What are chargebacks and how can I prevent fraud in general?

Chargebacks are debits by your bank against your merchant credit card account due to errors in the transaction, or more often, due to a buyer contesting the charges on their credit card. Chargebacks occur in real-world transactions, but the anonymity of the Internet and lack of the cardholder being present with a required signature makes online retailers more susceptible to having the bank issue a chargeback against them. The process for disputing chargebacks is specific to each bank, but in general, you will be required to prove every step of the sales process in a timely manner.

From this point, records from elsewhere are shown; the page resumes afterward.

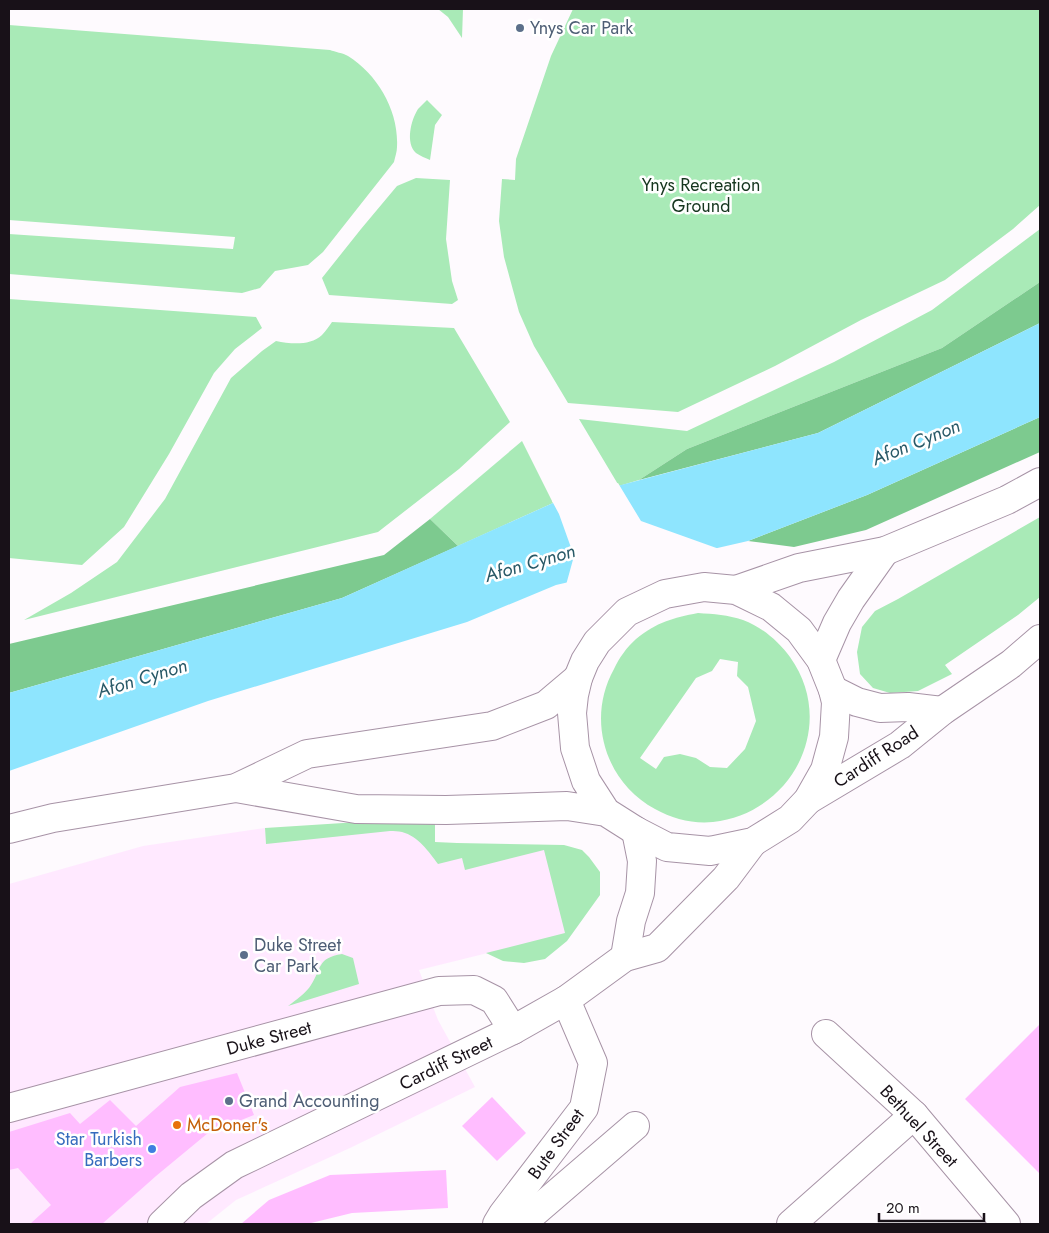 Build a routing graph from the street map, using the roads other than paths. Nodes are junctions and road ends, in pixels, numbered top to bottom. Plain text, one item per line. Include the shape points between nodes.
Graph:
1 (1040, 482) edge
2 (885, 551) junction
3 (736, 590) junction
4 (1040, 639) edge
5 (821, 660) junction
6 (578, 678) junction
7 (833, 690) junction
8 (942, 711) junction
9 (236, 788) junction
10 (808, 800) junction
11 (606, 812) junction
12 (9, 829) edge
13 (636, 831) junction
14 (753, 842) junction
15 (625, 957) junction
16 (566, 1000) junction
17 (513, 1030) junction
18 (826, 1034) dead end
19 (9, 1108) edge
20 (914, 1115) junction
21 (635, 1126) dead end
22 (162, 1224) edge
23 (497, 1224) edge
24 (522, 1224) edge
25 (792, 1224) edge
26 (1006, 1224) edge

1 - 2 main road via 1007,500
2 - 3 main road via 799,568
2 - 5 main road via 851,599
3 - 5 main road via 771,607 800,630
3 - 6 main road via 704,587 665,594 627,612 597,642
4 - 8 main road, Cardiff Road via 1011,664
5 - 7 main road
6 - 9 main road via 546,705 492,726 307,754
6 - 11 main road via 572,713 575,748 586,780
7 - 8 main road, Cardiff Road via 857,702 880,708
7 - 10 main road via 836,702 834,737 825,770
8 - 10 main road, Cardiff Road via 900,745
9 - 11 main road via 356,809 567,806
9 - 12 main road via 52,818
10 - 14 main road via 790,818
11 - 13 main road
13 - 14 main road via 667,846 710,851
13 - 15 main road via 642,861 640,893
14 - 15 main road, Cardiff Street via 726,878 657,948
15 - 16 main road, Cardiff Street
16 - 17 main road, Cardiff Street
16 - 23 main road, Bute Street via 593,1063 584,1108
17 - 19 main road, Duke Street via 494,1000 474,990 440,992
17 - 22 main road, Cardiff Street via 234,1165 191,1196
18 - 20 main road, Bethuel Street
20 - 25 main road
20 - 26 main road, Bethuel Street
21 - 24 main road, Bute Street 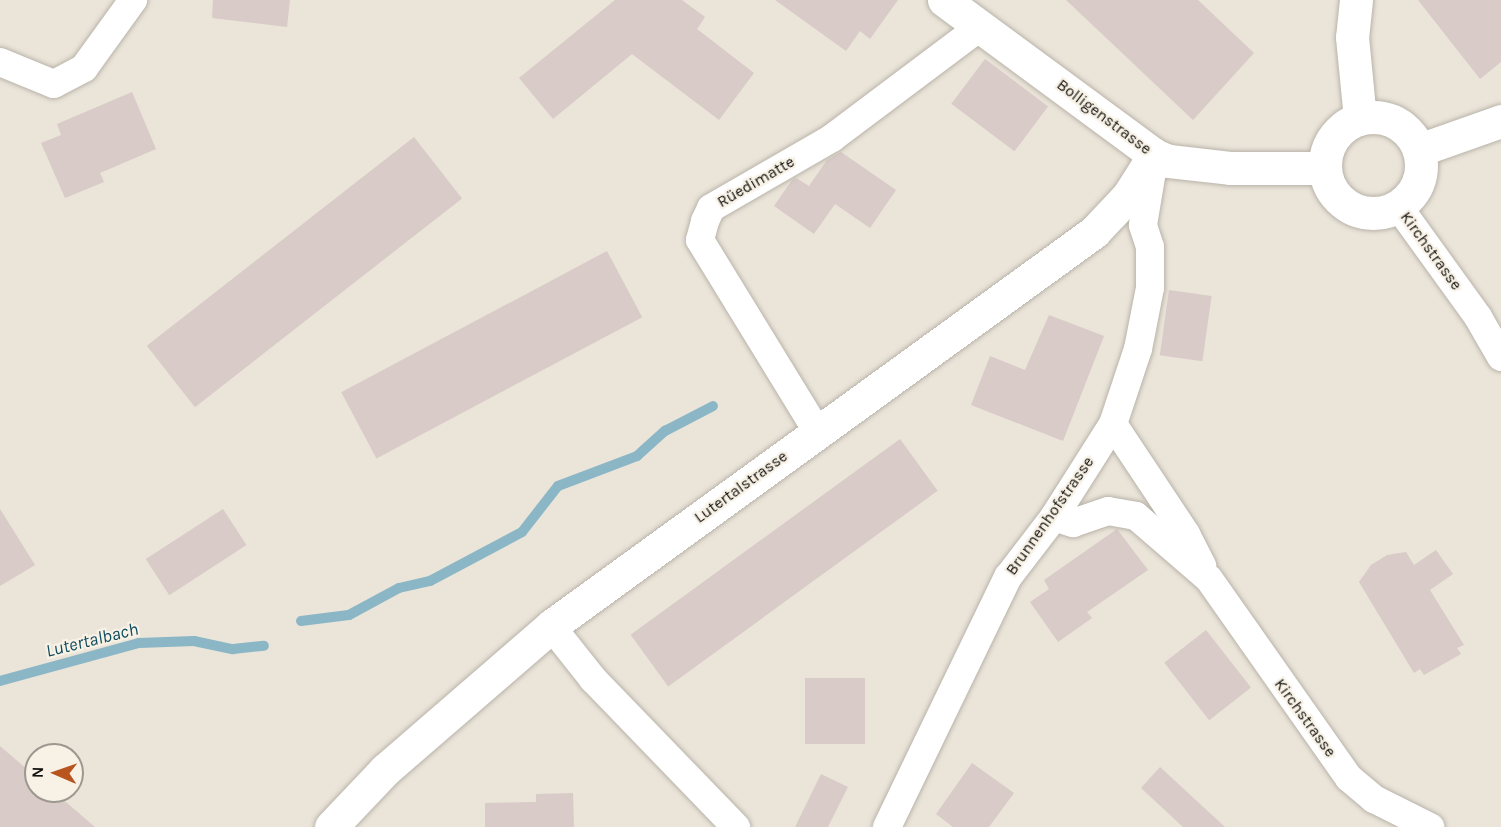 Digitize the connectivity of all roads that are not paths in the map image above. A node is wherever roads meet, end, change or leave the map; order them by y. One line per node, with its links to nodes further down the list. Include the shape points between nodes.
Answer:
1 (133, 0): 5 (street, via 84,68 54,84)
2 (944, 0): 4 (street, Bolligenstrasse)
3 (1356, 0): 6 (street, via 1352,37)
4 (980, 27): 9 (street, Bolligenstrasse); 14 (street, Rüedimatte, via 832,138 711,208 705,221 700,240)
5 (0, 62)
6 (1360, 119): 8 (street, via 1384,118 1395,123); 10 (street, via 1330,143)
7 (1501, 121): 8 (street)
8 (1419, 150): 11 (street, via 1417,182)
9 (1154, 155): 10 (street, Bolligenstrasse, via 1169,161 1230,168); 13 (street, Brunnenhofstrasse, via 1143,225 1150,247 1150,288 1138,349); 14 (street, Lutertalstrasse, via 1128,196 1094,232)
10 (1325, 168): 11 (street, via 1335,195 1357,211 1371,214)
11 (1398, 206): 12 (street, Kirchstrasse, via 1478,317)
12 (1501, 357)
13 (1113, 424): 15 (street, Brunnenhofstrasse); 16 (street, Kirchstrasse, via 1186,534)
14 (817, 431): 17 (street, Lutertalstrasse)
15 (1054, 518): 16 (street, Kirchstrasse, via 1073,523 1108,510 1127,512); 20 (street, Brunnenhofstrasse, via 1021,556 995,600)
16 (1209, 579): 21 (street, Kirchstrasse, via 1349,778 1374,799)
17 (551, 626): 18 (street, Lutertalstrasse, via 385,770); 19 (street, via 593,679)
18 (331, 827)
19 (736, 827)
20 (887, 827)
21 (1430, 827) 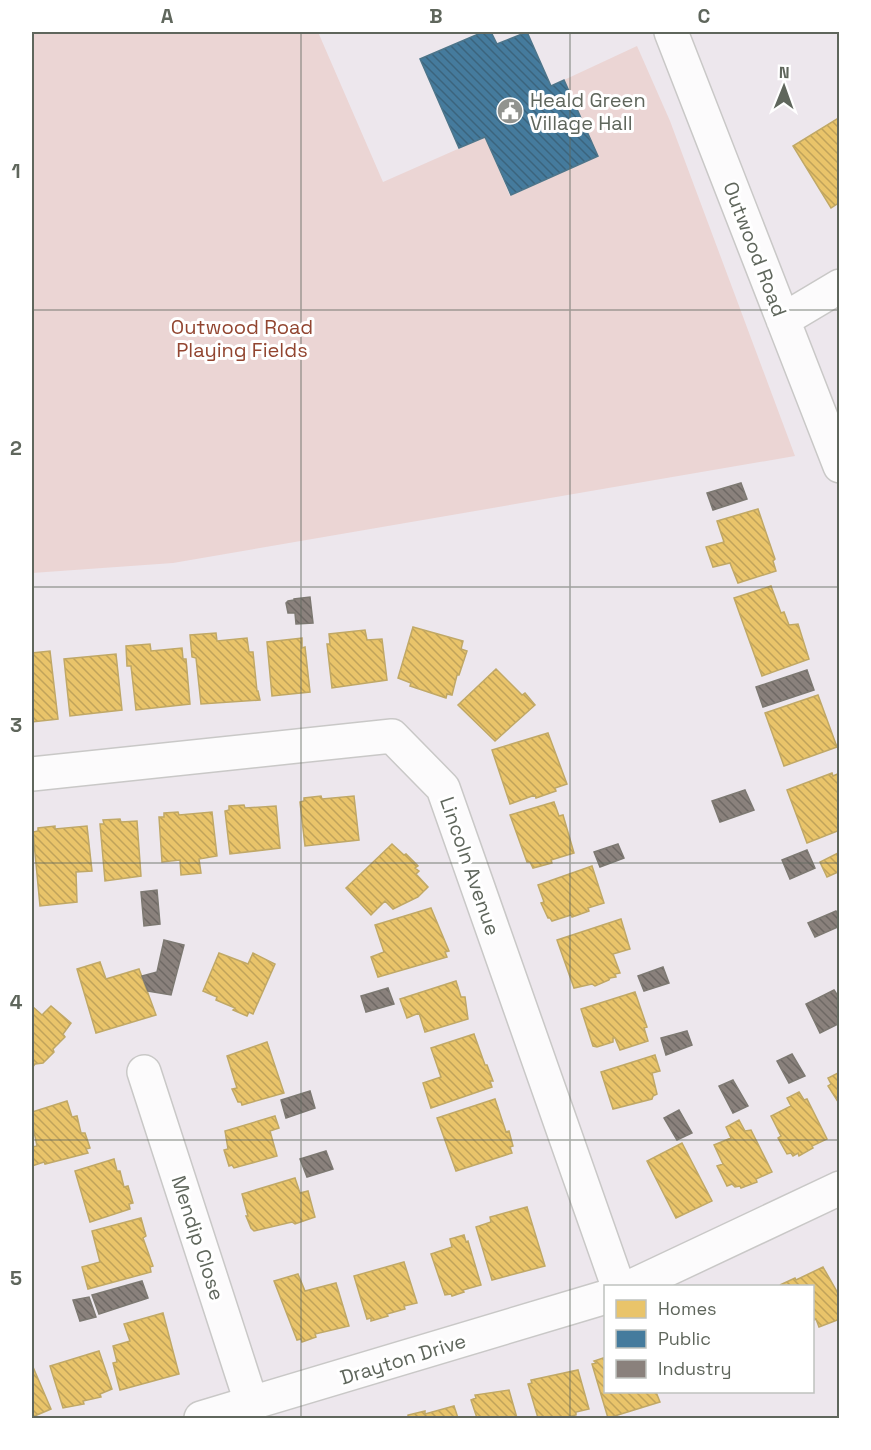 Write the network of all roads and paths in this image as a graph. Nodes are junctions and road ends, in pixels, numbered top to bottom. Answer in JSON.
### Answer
{"nodes":[{"id":1,"x":671,"y":32,"type":"edge"},
{"id":2,"x":840,"y":286,"type":"edge"},
{"id":3,"x":783,"y":320,"type":"junction"},
{"id":4,"x":840,"y":466,"type":"edge"},
{"id":5,"x":32,"y":774,"type":"edge"},
{"id":6,"x":144,"y":1072,"type":"dead end"},
{"id":7,"x":840,"y":1188,"type":"edge"},
{"id":8,"x":617,"y":1285,"type":"edge"},
{"id":9,"x":637,"y":1285,"type":"edge"},
{"id":10,"x":604,"y":1298,"type":"edge"},
{"id":11,"x":252,"y":1405,"type":"junction"},
{"id":12,"x":201,"y":1419,"type":"edge"}],
"edges":[{"from":1,"to":3,"type":"street","name":"Outwood Road"},
{"from":2,"to":3,"type":"street"},
{"from":3,"to":4,"type":"street","name":"Outwood Road"},
{"from":5,"to":8,"type":"street","name":"Lincoln Avenue"},
{"from":6,"to":11,"type":"street","name":"Mendip Close"},
{"from":7,"to":9,"type":"street"},
{"from":10,"to":11,"type":"street","name":"Drayton Drive"},
{"from":11,"to":12,"type":"street","name":"Drayton Drive"}]} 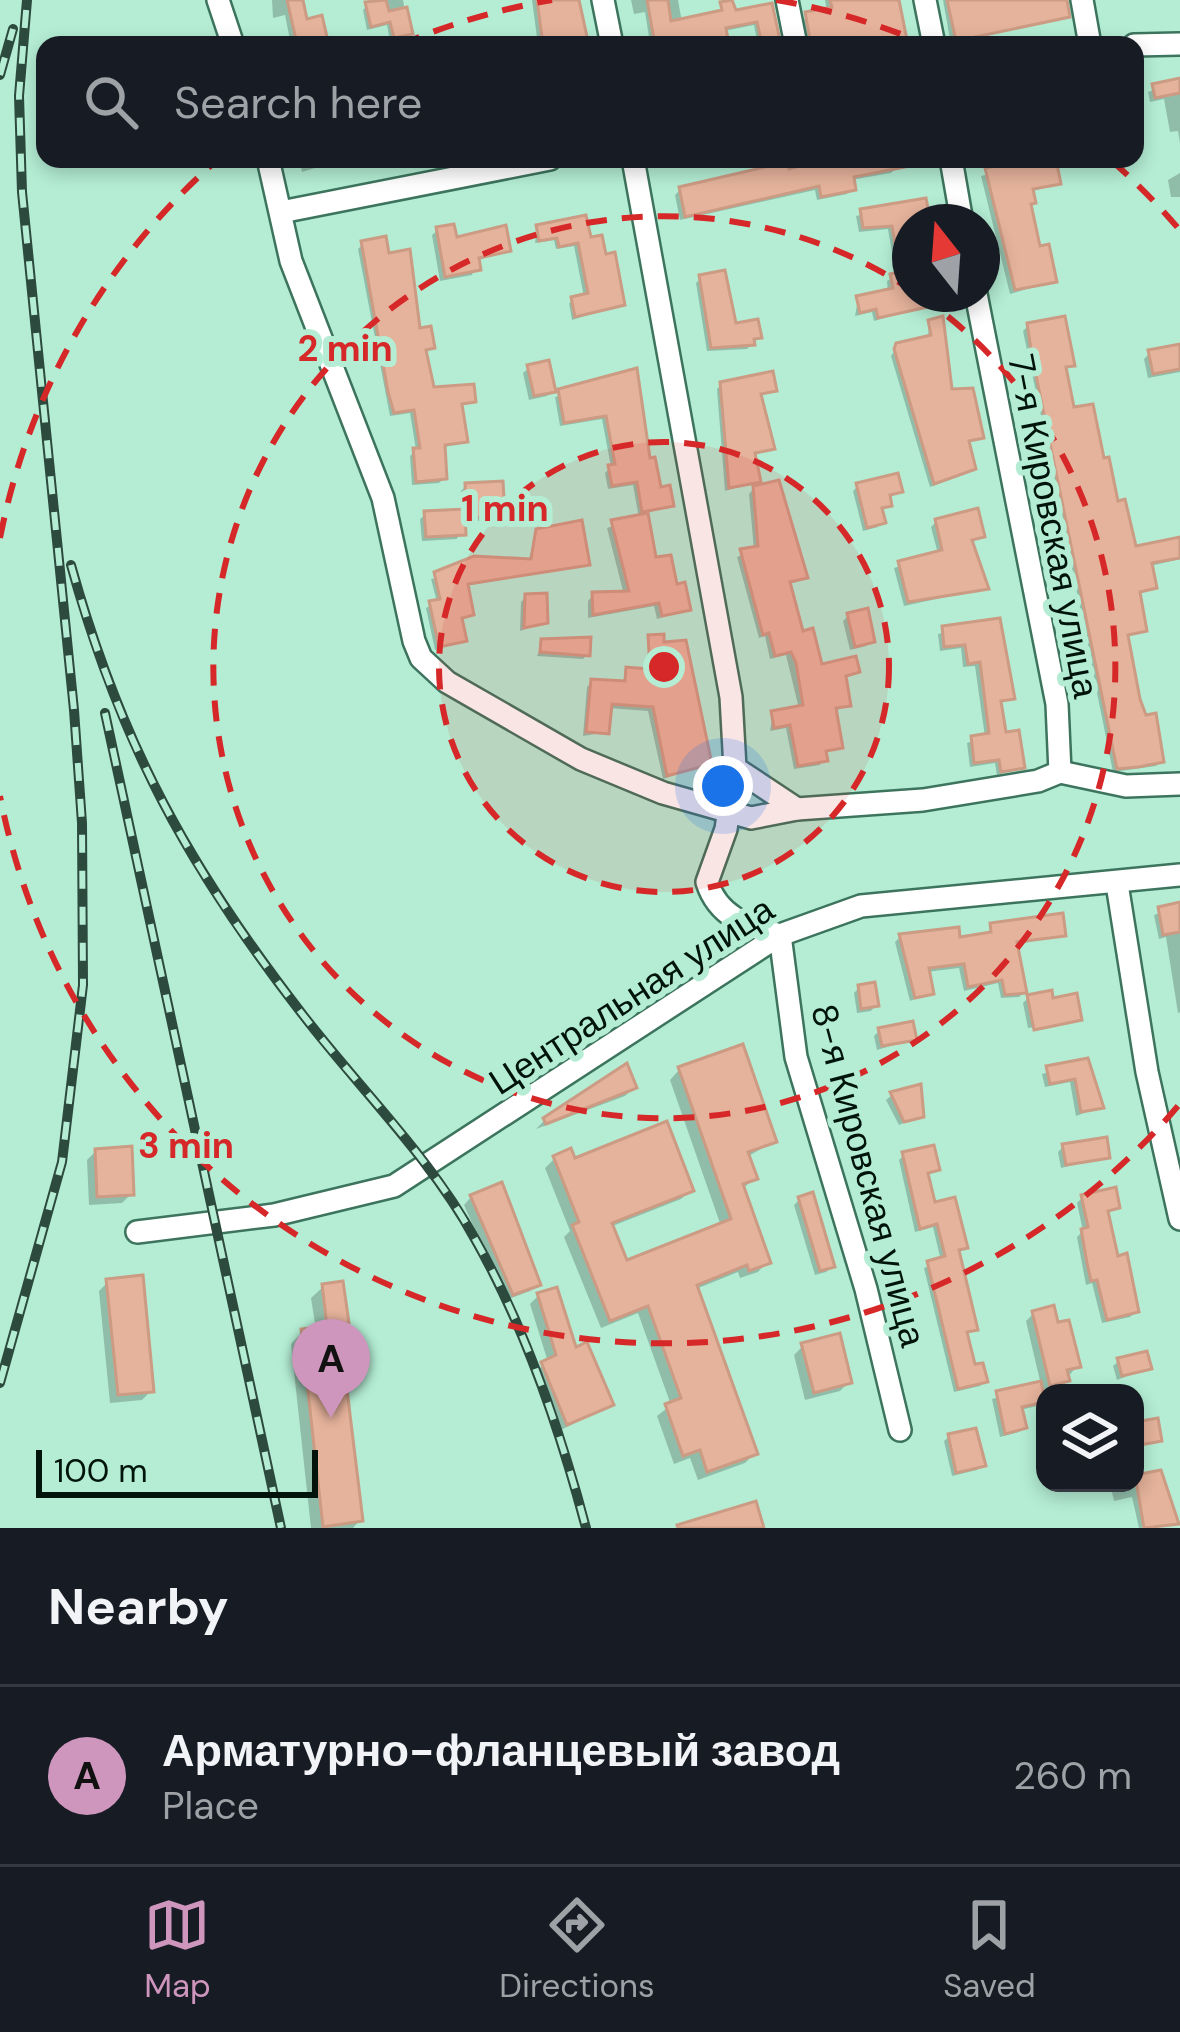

Suggestions on how to avoid chargebacks are also valid for reducing online fraud in general:

  • Understand what existing technical measures are already in place to reduce fraud by your payment gateway
  • Retain and require documentation for every stage of the sale
  • Respond to your customers in a timely fashion
  • Require human intervention for suspicious orders, such as international orders, mailing addresses with PO boxes, and orders over a certain amount of money
  • Consider using a shipper that can provide you with a signature for proof of delivery
  • Find out if your payment processor provides some sort of seller fraud protection, and follow their guidelines

Recently, Visa and MasterCard have each launched initiatives that aim to improve consumer confidence in online retailing. “Verified By Visa” and “MasterCard SecureCode” are programs that require cardholders to enter a PIN that confirms that you are the cardholder. This PIN is meant to simulate having the cardholder sign the transaction, thus reducing your exposure to potential disputes. Check with your payment gateway to see if they support either of these services.


Online payment processing, while having been around for over a decade now, can still be a daunting task for businesses to implement in their online activities. The major Canadian banks are often slow to embrace new technologies, so we must look to third parties to lead the way. Placing your trust in these third-party gateways can be difficult, and few standards have emerged making the requirements for online processing different from gateway to gateway. The successful payment gateways recognize the difficulties for new online retailers and try to remove any barriers for you. The rise of PayPal and other low-risk, low-cost solutions means that you can now implement this aspect of e-business with a minimal initial expenditure.

We hope that we have given you a basic understanding of online payment processing, so that you can make more informed decisions on this important aspect of your e-commerce venture.